The informant has further stated that in presence of the aforesaid villagers, on query the injured disclosed that he has been assaulted by Jeno Tanti, son of late Lakhiram Tangi and Doba Hembrom, son of Jabra Hembrom, both residents of Jagdasai, P.S. Toklo, District West Singhbhum. This disclosure was made by the injured before many villagers. Thereafter, the injured was given water and 1-2 spoon of rice. The informant has stated that his brother-in-law was not brought for treatment because of lack of conveyance / vehicles. Injured was lying on a cot under a Imli tree and the entire family members were there. At around 2.30 A.M in the night, his brother-in-law, Kunjo Hembrom succumbed to the injury. Thereafter, his hands and legs became cold. Thereafter, information was also given to the house of Kunjo Hembrom. The informant has alleged that because of purchasing of wood, Rupees 100 was given by Kunjo Hembrom to Doba Hembrom but after several days, neither wood nor money was returned by Doba Hembrom, an altercation took place leading to enmity between them. As such, Doba Hembrom along with his friend Jeno Tanti have jointly assaulted his brother-in-law Kunjo Hembrom, due to which, he died. The informant has claimed that because of old enmity, Jeno Tanti, son of Lakhiram Tanti and Doba Hembrom, son of Jabra Hembrom, both resident of Jagdasai P.S. Toklo, District West Singhbhum assaulted his brother-in-law by means of sharp weapon and iron rod, causing grievous injury, due to which, he died. 3. On the basis of the fardbeyan of the Informant, Police has registered Chakradharpur (Toklo) P.S. case No. 86/2005 dated 01.07.2005 under Section 302/34 of the Indian Penal Code against the two named accused persons namely Jeno Tanti and Doba Hembrom. 4. After completion of the investigation, Police has submitted chargesheet against the accused persons Jeno Tanti, Doba Hembrom and Budhan Singh Sardar vide Charge Sheet No. 92/2005 dated 02.10.2005 under Section 302 / 34 of the Indian Penal Code. 5. Cognizance of the offence vide order dated 06.10.2005 under Section 302 / 34 of the Indian Penal Code was taken against the accused Jeno Tanti and Doba Hembrom and the case was committed to the Court of Sessions vide order dated 21.01.2006. 6. Charge has been framed against all the three charge sheeted accused persons vide order dated 29.06.2006 to which the accused persons have pleaded their innocence.

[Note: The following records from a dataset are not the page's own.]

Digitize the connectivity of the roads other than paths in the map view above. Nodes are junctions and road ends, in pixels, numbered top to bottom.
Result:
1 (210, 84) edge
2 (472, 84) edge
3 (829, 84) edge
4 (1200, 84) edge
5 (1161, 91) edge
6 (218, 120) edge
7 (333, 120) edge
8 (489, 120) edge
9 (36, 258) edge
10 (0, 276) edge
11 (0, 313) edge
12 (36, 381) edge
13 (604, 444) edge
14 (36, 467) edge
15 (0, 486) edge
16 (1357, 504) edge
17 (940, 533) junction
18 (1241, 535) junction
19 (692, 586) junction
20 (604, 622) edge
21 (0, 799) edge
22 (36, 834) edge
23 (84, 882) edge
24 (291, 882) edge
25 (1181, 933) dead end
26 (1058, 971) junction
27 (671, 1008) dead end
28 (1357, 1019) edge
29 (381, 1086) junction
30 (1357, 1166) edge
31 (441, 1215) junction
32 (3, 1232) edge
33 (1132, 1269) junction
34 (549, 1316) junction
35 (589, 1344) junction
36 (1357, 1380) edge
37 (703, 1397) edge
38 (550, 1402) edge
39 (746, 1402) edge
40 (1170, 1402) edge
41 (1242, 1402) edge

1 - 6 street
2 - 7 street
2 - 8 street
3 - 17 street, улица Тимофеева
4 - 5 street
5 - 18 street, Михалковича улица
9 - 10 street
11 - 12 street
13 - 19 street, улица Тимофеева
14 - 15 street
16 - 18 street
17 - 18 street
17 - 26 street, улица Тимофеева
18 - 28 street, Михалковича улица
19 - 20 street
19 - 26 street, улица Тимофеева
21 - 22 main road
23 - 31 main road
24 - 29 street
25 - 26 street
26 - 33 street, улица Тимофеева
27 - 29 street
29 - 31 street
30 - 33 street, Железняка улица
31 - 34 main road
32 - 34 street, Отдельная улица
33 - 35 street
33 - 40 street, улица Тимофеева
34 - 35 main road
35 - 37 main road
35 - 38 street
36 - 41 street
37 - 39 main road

6. Charge has been framed against all the three charge sheeted accused persons vide order dated 29.06.2006 to which the accused persons have pleaded their innocence. Thus, they were put under trial. 7. In order to prove its case, the prosecution has examined altogether ten prosecution witnesses and also exhibited and proved documentary evidence up to Ext.3. Sudarshan Mahali has been examined as PW-1, Soma Gagrai has been examined as PW-2, Madhu Mahali has been examined as PW-3, Bharat Mahali @ Chandro Mahali has been examined as PW-4, Budh Ram Mahali has been examined as PW-5, Narayan Pandeya, (informant of the case), has been examined as PW-6, Raimuni Kui has been examined as PW-7, Dugi Kui has been examined as PW-8, Harendra Prasad Choudhary, investigating officer of this case, has been examined as PW-9 and Dr. Surendra Lov who has conducted postmortem on the dead body of the deceased, has been examined as PW-10. Signature of the informant Narayan Pandeya on the fardbeyan has been proved and marked as Ext.-1; signature of Sub Inspector of Police Nawal Kishore Singh on the formal FIR has been proved and marked as Ext.-1/1; fardbeyan of the informant has been proved and marked as Ext.2; postmortem report has been proved and marked as Ext.-3. 8. After closure of the prosecution evidence, accused persons have been examined under Section 313 Cr.PC. on 19.06.2009, where the accused persons have categorically denied the truthfulness of the allegation that because of old enmity with a common intention, they have assaulted Kunjo Hembrom in the night of 30.06.2005 at 11.00 P.M causing injury. Accused persons have also denied that they have taken Rupees 100 from Kunjo Hembrom for purchasing wood and stated that they have been falsely implicated in this case, though defence has not adduced any defence evidence - either oral or documentary. 9. After hearing the learned counsel for the parties and on the basis of the materials available on record, learned Trial Court has passed the impugned judgment of conviction and order of sentence against both the appellants namely, Jeno Tanti @ Roje Tanti @ Mangala and Doba Hembrom @ Hura. By the same impugned, learned Trial Court has acquitted the co-accused namely Budhan Singh Sardar. 10.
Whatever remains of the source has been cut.